Een heel leuk meisje die ons een rondleiding gaf
En eigenlijk was dag negen ook een hoogtepunt. Bij ABBYY, een groot bedrijf in optical character recognition en linguistische software, was een heel leuk meisje die ons een rondleiding gaf. Ook waren hun presentaties zeer interessant! Ik heb zelf niet echt een voorkeur voor linguistiek (en vind ook dat het een soort van keuzevak moet worden), maar wat ze ons daar lieten zien is geniaal en ziek tegelijk. De mensen die daar werken zijn grotendeels bezig met de wereld representeren in code. Dit in de vorm van semantiek, concepten, et cetera. En ja, ze doen alles! Ze willen dit alles kunnen om marktleider te worden in wat ze doen.
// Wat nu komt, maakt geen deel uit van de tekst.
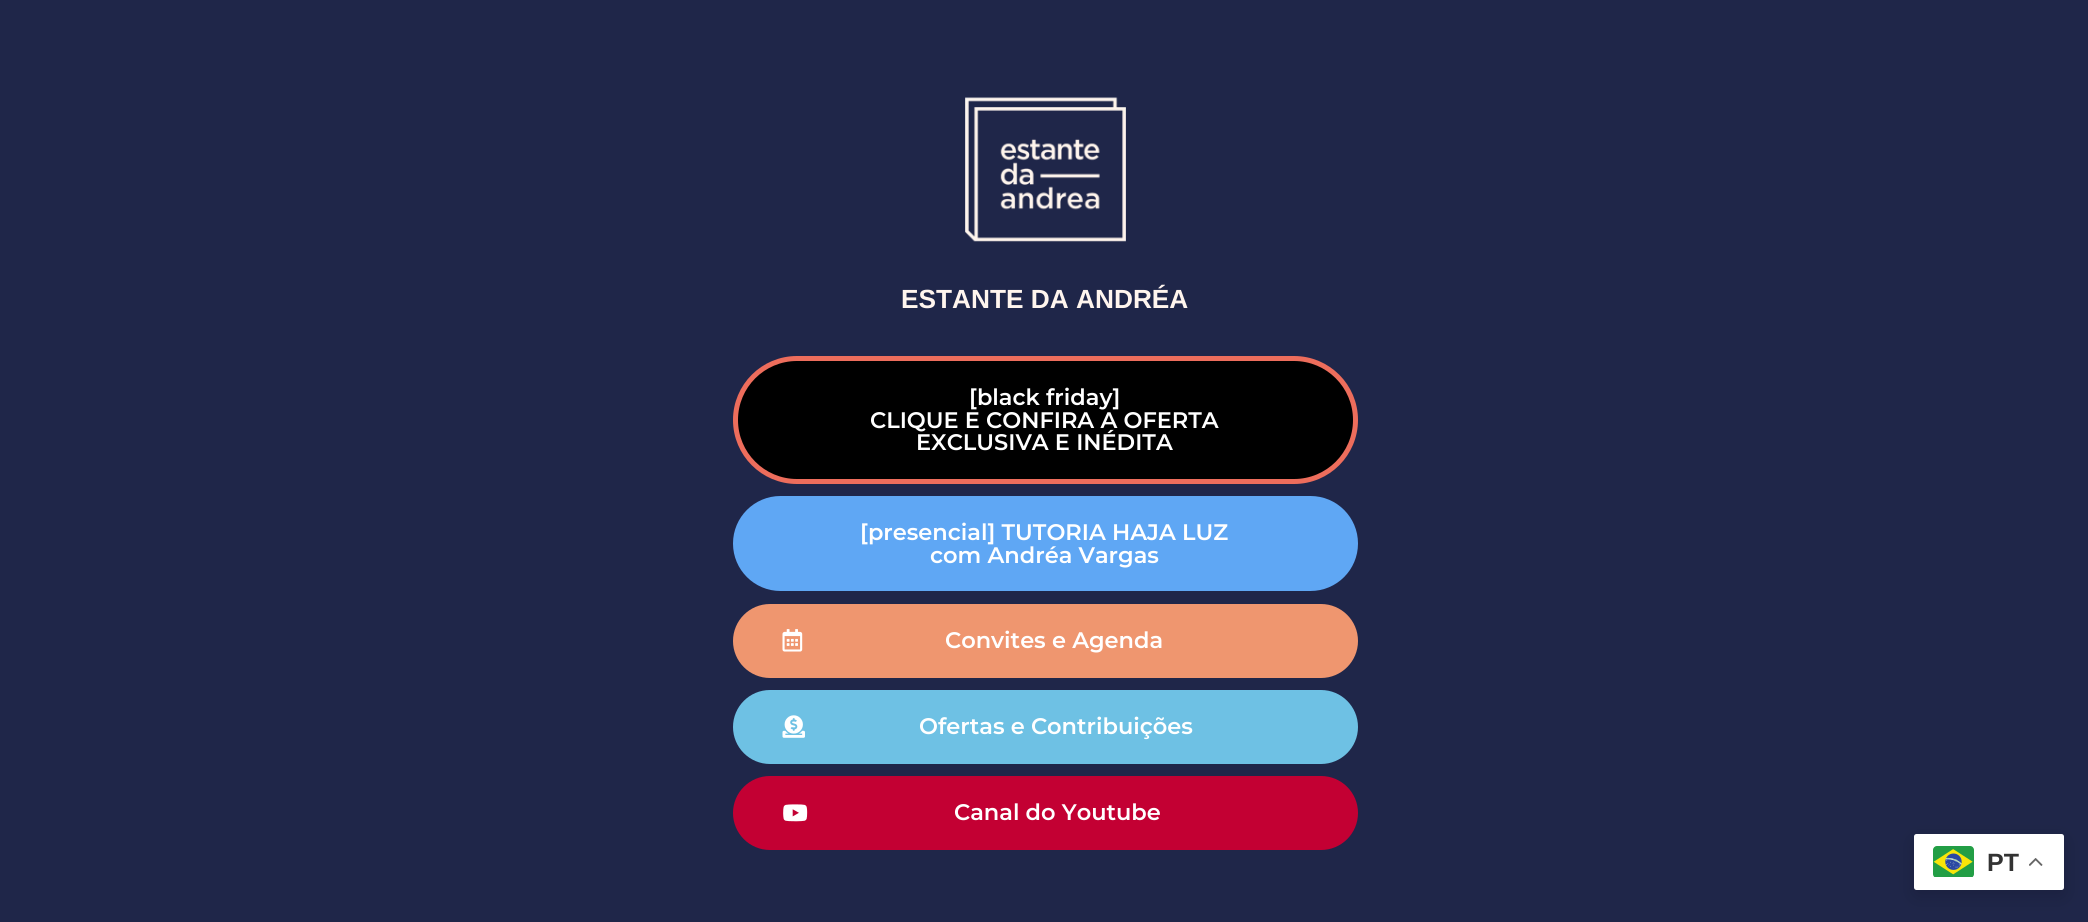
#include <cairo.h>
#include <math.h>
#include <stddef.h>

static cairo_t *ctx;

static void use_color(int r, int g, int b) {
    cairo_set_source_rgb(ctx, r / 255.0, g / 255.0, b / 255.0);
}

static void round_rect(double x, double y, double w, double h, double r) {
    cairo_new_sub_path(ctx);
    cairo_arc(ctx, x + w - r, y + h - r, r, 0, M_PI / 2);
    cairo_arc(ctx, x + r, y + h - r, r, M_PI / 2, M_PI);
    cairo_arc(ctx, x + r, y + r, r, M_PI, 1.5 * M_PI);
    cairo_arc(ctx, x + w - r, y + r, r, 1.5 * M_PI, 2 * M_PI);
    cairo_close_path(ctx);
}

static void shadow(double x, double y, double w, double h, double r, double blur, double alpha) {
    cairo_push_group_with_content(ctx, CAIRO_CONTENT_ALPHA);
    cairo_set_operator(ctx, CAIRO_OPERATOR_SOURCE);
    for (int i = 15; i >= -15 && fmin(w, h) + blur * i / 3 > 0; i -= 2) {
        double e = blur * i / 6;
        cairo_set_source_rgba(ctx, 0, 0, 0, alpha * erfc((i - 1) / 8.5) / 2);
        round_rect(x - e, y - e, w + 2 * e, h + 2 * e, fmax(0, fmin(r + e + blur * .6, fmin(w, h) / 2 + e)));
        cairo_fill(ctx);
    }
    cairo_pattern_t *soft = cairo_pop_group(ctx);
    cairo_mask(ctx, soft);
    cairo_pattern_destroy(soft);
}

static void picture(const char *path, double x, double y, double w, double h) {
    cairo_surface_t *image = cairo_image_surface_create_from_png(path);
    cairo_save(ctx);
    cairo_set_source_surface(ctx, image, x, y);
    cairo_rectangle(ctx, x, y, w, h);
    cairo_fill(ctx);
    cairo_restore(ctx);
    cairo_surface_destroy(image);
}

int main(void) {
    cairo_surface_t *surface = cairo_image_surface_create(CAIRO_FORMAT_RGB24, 2088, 922);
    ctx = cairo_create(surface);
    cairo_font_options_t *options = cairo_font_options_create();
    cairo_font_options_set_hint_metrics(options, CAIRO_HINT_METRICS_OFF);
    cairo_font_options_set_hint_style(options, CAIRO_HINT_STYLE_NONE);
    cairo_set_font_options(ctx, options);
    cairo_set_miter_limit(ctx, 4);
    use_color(31, 38, 73);
    cairo_paint(ctx);
    picture("img1.png", 965, 97, 161, 145);
    cairo_select_font_face(ctx, "Liberation Sans", CAIRO_FONT_SLANT_NORMAL, CAIRO_FONT_WEIGHT_BOLD);
    cairo_set_font_size(ctx, 26.25);
    use_color(255, 245, 238);
    cairo_move_to(ctx, 901, 308);
    cairo_show_text(ctx, "ESTANTE DA ANDRÉA");
    use_color(0, 0, 0);
    round_rect(735.5, 358.5, 620, 123, 61.5);
    cairo_fill_preserve(ctx);
    use_color(237, 109, 92);
    cairo_set_line_width(ctx, 5);
    cairo_stroke(ctx);
    cairo_select_font_face(ctx, "Montserrat SemiBold", CAIRO_FONT_SLANT_NORMAL, CAIRO_FONT_WEIGHT_NORMAL);
    cairo_set_font_size(ctx, 22.5);
    use_color(255, 255, 255);
    cairo_move_to(ctx, 969, 405);
    cairo_show_text(ctx, "[black friday]");
    cairo_move_to(ctx, 870, 428);
    cairo_show_text(ctx, "CLIQUE E CONFIRA A OFERTA");
    cairo_move_to(ctx, 916, 450);
    cairo_show_text(ctx, "EXCLUSIVA E INÉDITA");
    use_color(95, 167, 244);
    round_rect(733, 496, 625, 95, 47.5);
    cairo_fill(ctx);
    use_color(255, 255, 255);
    cairo_move_to(ctx, 860, 540);
    cairo_show_text(ctx, "[presencial] TUTORIA HAJA LUZ");
    cairo_move_to(ctx, 930, 563);
    cairo_show_text(ctx, "com Andréa Vargas");
    use_color(239, 150, 111);
    round_rect(733, 604, 625, 74, 37);
    cairo_fill(ctx);
    picture("img2.png", 782, 629, 21, 23);
    use_color(255, 255, 255);
    cairo_move_to(ctx, 945, 648);
    cairo_show_text(ctx, "Convites e Agenda");
    use_color(110, 193, 228);
    round_rect(733, 690, 625, 74, 37);
    cairo_fill(ctx);
    picture("img3.png", 782, 715, 23, 23);
    use_color(255, 255, 255);
    cairo_move_to(ctx, 919, 734);
    cairo_show_text(ctx, "Ofertas e Contribuições");
    use_color(195, 0, 51);
    round_rect(733, 776, 625, 74, 37);
    cairo_fill(ctx);
    picture("img4.png", 783, 804, 25, 18);
    use_color(255, 255, 255);
    cairo_move_to(ctx, 954, 820);
    cairo_show_text(ctx, "Canal do Youtube");
    use_color(0, 0, 0);
    shadow(1914, 840, 150, 56, 2.5, 9.5, 0.15);
    use_color(255, 255, 255);
    round_rect(1914, 834, 150, 56, 2.5);
    cairo_fill(ctx);
    picture("img5.png", 1933, 846, 41, 31);
    cairo_select_font_face(ctx, "Liberation Sans", CAIRO_FONT_SLANT_NORMAL, CAIRO_FONT_WEIGHT_BOLD);
    cairo_set_font_size(ctx, 25);
    use_color(51, 51, 51);
    cairo_move_to(ctx, 1987, 871);
    cairo_show_text(ctx, "PT");
    picture("img6.png", 2029, 858, 14, 8);
    cairo_surface_write_to_png(surface, "result.png");
    cairo_font_options_destroy(options);
    cairo_destroy(ctx);
    cairo_surface_destroy(surface);
    return 0;
}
Immers, als je zeer goed letters kan herkennen en een beetje kan omgaan met zinnen parsen en genereren, is het interessant om te gaan kijken naar context om het laatste beetje aan correcte semantiek te kunnen vinden! Hulde aan ABBYY, ook hier weer superefficiënt werken en een positieve werksfeer. Koffie en roken zijn verboden in hun pand. Klasse. 25
En ja, eigenlijk werd het steeds leuker. Op de dag van de overwinning zijn we naar een heuvel geweest om vuurwerk te zien. Dat was niet normaal. Na een zware klim tegen een viaduct op en het rennen als een stadsguerillia door het bos, zijn we door de mensenmassa op een perfect plekje vuurwerk gaan kijken. Vanaf deze heuvel konden we, denk ik, heel Moskou zien. En waar je ook keek was vuurwerk! Toen waren we aangekomen bij de laatste dag! Ik had ook wel weer zin om naar huis te gaan. Omdat ik in groep 1 zat had ik nog bijna een hele dag extra, dat was wel relaxed. De dag verliep verder rustig. We hadden helaas wel onze vlucht gemist door die vieze luchtvaartmaatschappij. Maar dat mocht de pret niet drukken. We kregen immers gratis gebak/brood en drinken! Conclusie, Moskou is een zeer mooie stad en ook al kost het flink wat geregel, het is zeker de moeite waard er een keer langs te gaan. Ik denk dat iedereen het met me eens is dat heel tof was en dat de ExCie nogmaals veel lof krijgt! De volgende ExCie-reis ben ik er weer bij in elk geval!